→ Task to carry out
Exactly as they appear, set down all of the records.

[Stored items]
- Opening Delimiter -

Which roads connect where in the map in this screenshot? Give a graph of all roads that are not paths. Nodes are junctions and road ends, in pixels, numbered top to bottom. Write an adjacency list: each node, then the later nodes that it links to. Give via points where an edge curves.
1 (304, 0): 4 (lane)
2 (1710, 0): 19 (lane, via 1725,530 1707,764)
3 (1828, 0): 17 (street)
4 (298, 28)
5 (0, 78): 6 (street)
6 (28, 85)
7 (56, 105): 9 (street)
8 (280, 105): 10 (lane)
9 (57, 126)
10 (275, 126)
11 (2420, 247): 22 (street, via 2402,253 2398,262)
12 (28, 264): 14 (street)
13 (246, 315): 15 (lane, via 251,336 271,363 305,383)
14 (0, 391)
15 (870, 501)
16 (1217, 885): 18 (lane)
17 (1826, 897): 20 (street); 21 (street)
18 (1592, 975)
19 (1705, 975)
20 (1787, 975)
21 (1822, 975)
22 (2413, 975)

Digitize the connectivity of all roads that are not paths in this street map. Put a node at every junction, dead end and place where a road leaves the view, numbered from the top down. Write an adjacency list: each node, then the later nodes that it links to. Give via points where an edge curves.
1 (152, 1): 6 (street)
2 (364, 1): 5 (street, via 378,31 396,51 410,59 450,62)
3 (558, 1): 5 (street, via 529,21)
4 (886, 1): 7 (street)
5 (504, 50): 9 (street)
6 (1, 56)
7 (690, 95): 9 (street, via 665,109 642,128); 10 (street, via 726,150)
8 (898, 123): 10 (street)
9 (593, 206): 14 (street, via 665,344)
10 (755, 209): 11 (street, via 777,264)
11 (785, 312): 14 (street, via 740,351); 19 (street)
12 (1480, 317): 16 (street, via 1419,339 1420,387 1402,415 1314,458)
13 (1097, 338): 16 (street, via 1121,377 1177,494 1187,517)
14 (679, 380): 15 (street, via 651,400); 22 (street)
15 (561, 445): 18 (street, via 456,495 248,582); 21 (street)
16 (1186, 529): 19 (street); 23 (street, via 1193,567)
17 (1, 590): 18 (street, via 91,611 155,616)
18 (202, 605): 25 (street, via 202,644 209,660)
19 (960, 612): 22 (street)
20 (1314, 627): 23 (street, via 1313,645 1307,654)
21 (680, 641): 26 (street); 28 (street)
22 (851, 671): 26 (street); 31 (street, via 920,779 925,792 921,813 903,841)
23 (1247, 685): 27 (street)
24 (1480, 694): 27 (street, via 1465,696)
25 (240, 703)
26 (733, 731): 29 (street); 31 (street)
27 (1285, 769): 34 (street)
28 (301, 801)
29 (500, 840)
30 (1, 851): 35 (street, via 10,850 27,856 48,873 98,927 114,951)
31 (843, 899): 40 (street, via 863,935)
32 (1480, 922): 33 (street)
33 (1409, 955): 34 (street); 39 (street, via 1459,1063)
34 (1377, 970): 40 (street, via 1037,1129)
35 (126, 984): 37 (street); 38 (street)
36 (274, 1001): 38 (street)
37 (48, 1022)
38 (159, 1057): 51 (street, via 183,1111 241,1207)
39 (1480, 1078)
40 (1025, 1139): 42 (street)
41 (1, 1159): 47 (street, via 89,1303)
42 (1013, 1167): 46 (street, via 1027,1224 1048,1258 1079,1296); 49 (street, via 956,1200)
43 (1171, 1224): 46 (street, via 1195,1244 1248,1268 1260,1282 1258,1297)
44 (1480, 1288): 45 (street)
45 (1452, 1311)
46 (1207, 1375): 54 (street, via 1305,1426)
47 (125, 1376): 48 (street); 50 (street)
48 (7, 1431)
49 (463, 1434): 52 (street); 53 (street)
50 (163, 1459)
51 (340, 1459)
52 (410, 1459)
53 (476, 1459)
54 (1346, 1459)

- Closing Delimiter -

→ Answer to the problem
Which roads connect where in the map in this screenshot? Give a graph of all roads that are not paths. Nodes are junctions and road ends, in pixels, numbered top to bottom. Write an adjacency list: each node, then the later nodes that it links to. Give via points where an edge curves.
1 (304, 0): 4 (lane)
2 (1710, 0): 19 (lane, via 1725,530 1707,764)
3 (1828, 0): 17 (street)
4 (298, 28)
5 (0, 78): 6 (street)
6 (28, 85)
7 (56, 105): 9 (street)
8 (280, 105): 10 (lane)
9 (57, 126)
10 (275, 126)
11 (2420, 247): 22 (street, via 2402,253 2398,262)
12 (28, 264): 14 (street)
13 (246, 315): 15 (lane, via 251,336 271,363 305,383)
14 (0, 391)
15 (870, 501)
16 (1217, 885): 18 (lane)
17 (1826, 897): 20 (street); 21 (street)
18 (1592, 975)
19 (1705, 975)
20 (1787, 975)
21 (1822, 975)
22 (2413, 975)

Digitize the connectivity of all roads that are not paths in this street map. Put a node at every junction, dead end and place where a road leaves the view, numbered from the top down. Write an adjacency list: each node, then the later nodes that it links to. Give via points where an edge curves.
1 (152, 1): 6 (street)
2 (364, 1): 5 (street, via 378,31 396,51 410,59 450,62)
3 (558, 1): 5 (street, via 529,21)
4 (886, 1): 7 (street)
5 (504, 50): 9 (street)
6 (1, 56)
7 (690, 95): 9 (street, via 665,109 642,128); 10 (street, via 726,150)
8 (898, 123): 10 (street)
9 (593, 206): 14 (street, via 665,344)
10 (755, 209): 11 (street, via 777,264)
11 (785, 312): 14 (street, via 740,351); 19 (street)
12 (1480, 317): 16 (street, via 1419,339 1420,387 1402,415 1314,458)
13 (1097, 338): 16 (street, via 1121,377 1177,494 1187,517)
14 (679, 380): 15 (street, via 651,400); 22 (street)
15 (561, 445): 18 (street, via 456,495 248,582); 21 (street)
16 (1186, 529): 19 (street); 23 (street, via 1193,567)
17 (1, 590): 18 (street, via 91,611 155,616)
18 (202, 605): 25 (street, via 202,644 209,660)
19 (960, 612): 22 (street)
20 (1314, 627): 23 (street, via 1313,645 1307,654)
21 (680, 641): 26 (street); 28 (street)
22 (851, 671): 26 (street); 31 (street, via 920,779 925,792 921,813 903,841)
23 (1247, 685): 27 (street)
24 (1480, 694): 27 (street, via 1465,696)
25 (240, 703)
26 (733, 731): 29 (street); 31 (street)
27 (1285, 769): 34 (street)
28 (301, 801)
29 (500, 840)
30 (1, 851): 35 (street, via 10,850 27,856 48,873 98,927 114,951)
31 (843, 899): 40 (street, via 863,935)
32 (1480, 922): 33 (street)
33 (1409, 955): 34 (street); 39 (street, via 1459,1063)
34 (1377, 970): 40 (street, via 1037,1129)
35 (126, 984): 37 (street); 38 (street)
36 (274, 1001): 38 (street)
37 (48, 1022)
38 (159, 1057): 51 (street, via 183,1111 241,1207)
39 (1480, 1078)
40 (1025, 1139): 42 (street)
41 (1, 1159): 47 (street, via 89,1303)
42 (1013, 1167): 46 (street, via 1027,1224 1048,1258 1079,1296); 49 (street, via 956,1200)
43 (1171, 1224): 46 (street, via 1195,1244 1248,1268 1260,1282 1258,1297)
44 (1480, 1288): 45 (street)
45 (1452, 1311)
46 (1207, 1375): 54 (street, via 1305,1426)
47 (125, 1376): 48 (street); 50 (street)
48 (7, 1431)
49 (463, 1434): 52 (street); 53 (street)
50 (163, 1459)
51 (340, 1459)
52 (410, 1459)
53 (476, 1459)
54 (1346, 1459)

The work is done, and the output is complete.